ParserComp 2022: You Won’t Get Her Back

A chess problem, spiced with story. A king mourns the loss of his queen after his villainous opponent sacrificed his own queen to kill her, but he still has a loyal pawn who could possibly bring her back. (I don’t think the mechanics of chess quite fit the story here, since it’s possible to promote a pawn to a queen when the original queen is still on the board. But it kind of depends on whether the identity of the queen as a character is linked to its physical piece or its notional game object, and that’s really beyond the scope of the rules of chess.)

At any rate, the story here is really just flavor — while it does get reiterated during play, it isn’t extensive and doesn’t have a profound effect. No, the game is simply a chess problem, and the input is mainly a matter of making moves in “algebraic” chess notation. It’s not a large problem, giving each side just one piece other than the king, and it’s rendered smaller by the way that the game recognizes hopeless situations and cuts them short, in some cases before I personally understood that they were hopeless. Indeed, it’s so eager to do this that for a while I got the impression that there was only one allowable move from each position.
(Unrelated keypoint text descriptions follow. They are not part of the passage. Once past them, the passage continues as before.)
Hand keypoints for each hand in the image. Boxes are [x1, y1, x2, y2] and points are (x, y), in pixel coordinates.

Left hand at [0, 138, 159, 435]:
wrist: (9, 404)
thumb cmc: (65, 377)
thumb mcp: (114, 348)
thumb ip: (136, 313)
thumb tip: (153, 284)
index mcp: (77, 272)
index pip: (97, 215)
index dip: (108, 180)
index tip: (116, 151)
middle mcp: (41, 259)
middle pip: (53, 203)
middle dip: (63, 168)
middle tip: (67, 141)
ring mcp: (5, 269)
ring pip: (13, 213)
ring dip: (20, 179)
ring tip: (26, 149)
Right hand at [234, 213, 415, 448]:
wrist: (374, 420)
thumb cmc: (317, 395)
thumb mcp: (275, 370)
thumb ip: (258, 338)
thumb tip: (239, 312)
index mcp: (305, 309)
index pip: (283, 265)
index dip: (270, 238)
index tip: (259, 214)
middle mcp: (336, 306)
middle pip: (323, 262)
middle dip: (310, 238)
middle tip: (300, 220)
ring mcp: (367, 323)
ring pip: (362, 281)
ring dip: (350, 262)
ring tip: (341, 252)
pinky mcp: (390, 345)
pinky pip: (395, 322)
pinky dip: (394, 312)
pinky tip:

Apparently the problem is called the Saavedra Position, and it was thought that the best you could to is force a draw until Saavedra spotted a way to avoid stalemate through a clever underpromotion. It’s unlikely that I would have thought of this on my own if the game didn’t go to such pains to suggest underpromotion as a viable approach: a conspicuous portion of the help text discusses how to notate underpromotions, there are special commands for specifying what piece to promote pawns to by default, and even the title is a pretty big hint. I think that’s the main design takeaway here: how to direct the player by making them aware of possibilities.